How the Fuck Does Someone Date in Their 40s, Post Covid?
For the first time in years, I feel like I am in a place emotionally where dating could be an option again.
But… how? Who? Where? It is difficult enough, given I would not use conventional dating methods, given my previous occupation; far too much risk of being recognized, and targeted; and then if I do meet someone, there is the “conversation” that needs to happen around that.
Also, I’ve never really dated; most of my previous relationships were unconventional, to say the least, and more often than not, I just sorta fell into them. And even so, there is very little appeal to the idea of exploring casual dating. Cringe. Small talk makes me nauseous on the best of the days. Especially Post Covid, Imma be real with you, strangers kinda scare me right now.
So, here I am, considerably older, a little rounder, and in a strange Orwellian Post Covid World, how the hell do I meet someone?!

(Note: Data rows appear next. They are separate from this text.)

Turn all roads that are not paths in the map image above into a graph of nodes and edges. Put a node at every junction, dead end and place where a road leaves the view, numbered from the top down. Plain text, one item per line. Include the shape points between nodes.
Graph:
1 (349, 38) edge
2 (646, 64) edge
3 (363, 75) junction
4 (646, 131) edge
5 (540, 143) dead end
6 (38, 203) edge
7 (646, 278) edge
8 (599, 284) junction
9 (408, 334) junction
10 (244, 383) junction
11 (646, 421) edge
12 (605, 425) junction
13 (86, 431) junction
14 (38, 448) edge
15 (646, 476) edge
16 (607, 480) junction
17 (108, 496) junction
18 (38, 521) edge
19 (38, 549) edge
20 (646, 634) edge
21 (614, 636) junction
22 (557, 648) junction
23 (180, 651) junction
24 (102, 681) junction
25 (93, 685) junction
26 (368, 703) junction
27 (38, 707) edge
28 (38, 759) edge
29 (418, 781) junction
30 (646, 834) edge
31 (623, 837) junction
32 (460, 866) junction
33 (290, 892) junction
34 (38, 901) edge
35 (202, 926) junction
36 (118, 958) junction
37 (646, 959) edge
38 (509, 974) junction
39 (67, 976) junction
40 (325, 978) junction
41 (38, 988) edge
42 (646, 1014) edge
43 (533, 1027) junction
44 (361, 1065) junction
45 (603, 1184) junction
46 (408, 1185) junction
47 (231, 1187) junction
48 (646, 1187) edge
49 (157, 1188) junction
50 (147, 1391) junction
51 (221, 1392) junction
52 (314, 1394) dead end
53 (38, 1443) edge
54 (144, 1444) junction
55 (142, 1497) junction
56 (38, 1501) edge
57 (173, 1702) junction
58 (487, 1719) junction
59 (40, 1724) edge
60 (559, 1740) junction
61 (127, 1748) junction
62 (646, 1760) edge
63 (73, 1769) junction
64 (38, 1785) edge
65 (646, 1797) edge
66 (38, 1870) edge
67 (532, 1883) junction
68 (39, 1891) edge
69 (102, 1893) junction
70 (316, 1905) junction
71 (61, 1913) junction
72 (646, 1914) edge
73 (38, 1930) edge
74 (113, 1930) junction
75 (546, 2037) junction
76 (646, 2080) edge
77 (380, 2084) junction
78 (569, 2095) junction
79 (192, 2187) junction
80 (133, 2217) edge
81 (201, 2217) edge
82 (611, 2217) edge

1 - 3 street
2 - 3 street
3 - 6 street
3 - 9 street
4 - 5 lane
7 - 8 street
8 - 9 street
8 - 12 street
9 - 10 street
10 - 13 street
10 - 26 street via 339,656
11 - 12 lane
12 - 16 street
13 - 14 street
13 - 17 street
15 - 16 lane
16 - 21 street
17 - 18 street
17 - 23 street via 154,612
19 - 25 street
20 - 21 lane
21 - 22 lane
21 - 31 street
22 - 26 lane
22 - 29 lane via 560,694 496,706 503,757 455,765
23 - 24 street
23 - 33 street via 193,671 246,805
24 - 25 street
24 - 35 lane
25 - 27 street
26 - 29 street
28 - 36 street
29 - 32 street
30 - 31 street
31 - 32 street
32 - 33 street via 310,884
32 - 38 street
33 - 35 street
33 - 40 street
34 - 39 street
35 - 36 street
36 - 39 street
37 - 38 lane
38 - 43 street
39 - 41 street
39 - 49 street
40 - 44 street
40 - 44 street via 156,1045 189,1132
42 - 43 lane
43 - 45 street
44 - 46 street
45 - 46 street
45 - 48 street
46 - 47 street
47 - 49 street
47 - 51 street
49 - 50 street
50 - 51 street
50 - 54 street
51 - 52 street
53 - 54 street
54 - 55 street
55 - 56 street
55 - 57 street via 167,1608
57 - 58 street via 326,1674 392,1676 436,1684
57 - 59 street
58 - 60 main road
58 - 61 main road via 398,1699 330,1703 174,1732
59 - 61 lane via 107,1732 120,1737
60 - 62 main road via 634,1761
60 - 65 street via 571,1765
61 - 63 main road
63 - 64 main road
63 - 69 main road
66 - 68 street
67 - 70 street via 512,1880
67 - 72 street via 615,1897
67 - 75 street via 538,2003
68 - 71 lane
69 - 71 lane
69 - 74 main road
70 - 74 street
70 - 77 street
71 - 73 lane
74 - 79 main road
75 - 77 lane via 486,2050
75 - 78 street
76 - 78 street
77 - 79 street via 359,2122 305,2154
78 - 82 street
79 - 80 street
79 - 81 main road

I’ve heard a ton of other singles talk about being lonely during Covid (and not just singles, I should disclaim but let’s stick to singles for the sake of this writing), and I avoided that conversation with the, “I am focused on work right now” but… I mean, I am over 40, I am not dead. I still have interest in sex, and intimacy. But I have had my share of open relationships, or the ‘FWB’ situation, and I am kinda over that. It’d be nice to share a life with someone again.
In days gone by, it was easy enough to meet someone through friends, or work, or the bar scene, the gym, the grocery store… but pretty much all of those things have long since dried up. And that was even Pre-Covid. Friends have moved away, I’ve worked remotely with a small team for years, I haven’t been to a bar in a couple of years now, I order pretty much everything online, and let’s not even talk about the gym, please and thank you…

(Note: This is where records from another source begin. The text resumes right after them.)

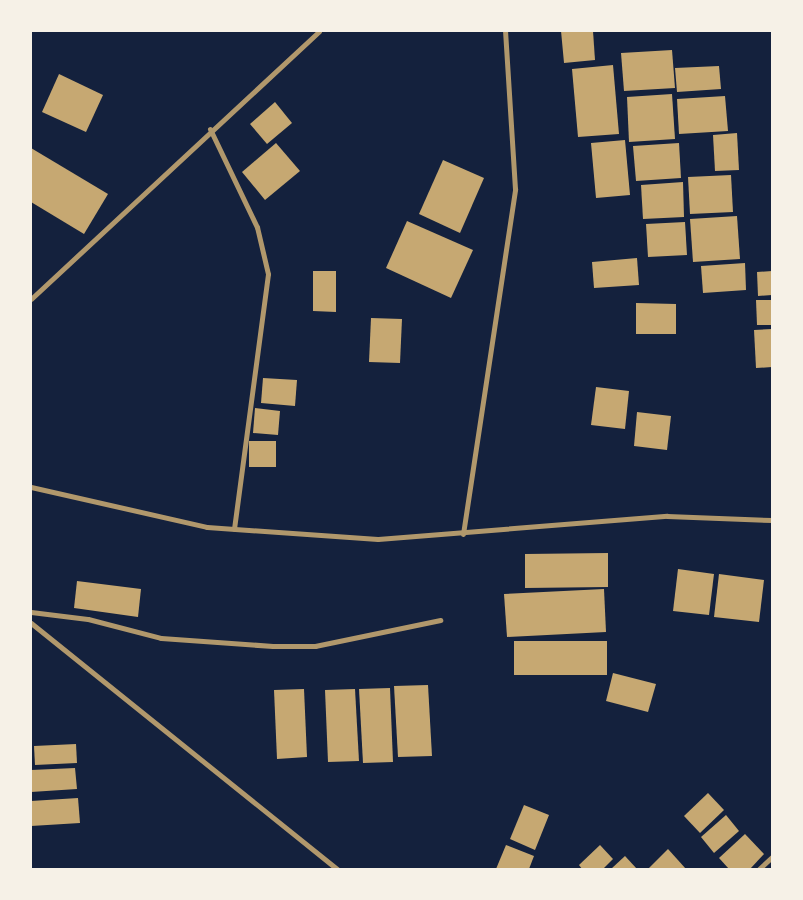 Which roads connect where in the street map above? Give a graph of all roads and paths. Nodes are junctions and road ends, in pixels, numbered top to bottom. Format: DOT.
graph roads {
  1 [pos="319,31"];
  2 [pos="505,31"];
  3 [pos="210,130"];
  4 [pos="31,299"];
  5 [pos="31,487"];
  6 [pos="772,520"];
  7 [pos="234,529"];
  8 [pos="464,534"];
  9 [pos="31,612"];
  10 [pos="440,620"];
  11 [pos="31,624"];
  12 [pos="772,857"];
  13 [pos="337,869"];
  14 [pos="759,869"];
  1 -- 3 [label="street"];
  2 -- 8 [label="street"];
  3 -- 4 [label="street"];
  3 -- 7 [label="street"];
  5 -- 7 [label="street"];
  6 -- 8 [label="street"];
  7 -- 8 [label="street"];
  9 -- 10 [label="street"];
  11 -- 13 [label="street"];
  12 -- 14 [label="street"];
}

And don’t get me wrong, it isn’t that there aren’t interested parties, but as anyone over 40 knows… they come with their own unique baggage. They aren’t ready, they are healing from past hurts, they want to get to a better place emotionally, etc. etc. And I get it! I was there too, for a long time. I get it. But that tells me, we ain’t it, at least not right now, and I have no interest in waiting for someone to decide I am worth taking a chance on. If you aren’t sure you want to take that leap, that’s a pretty good sign that you don’t want to take that leap.
So, single friends, I apologize for brushing you off when you wanted to have that talk. I wasn’t ready for it. I had some shit I had to sort and figure out, but here I am, I am ready to talk now, and I have to say… how the fuck are you doing? What are you doing? How are you coping with this? Please, gimme everything you got! What is dating like for 40+ in a Post Covid World?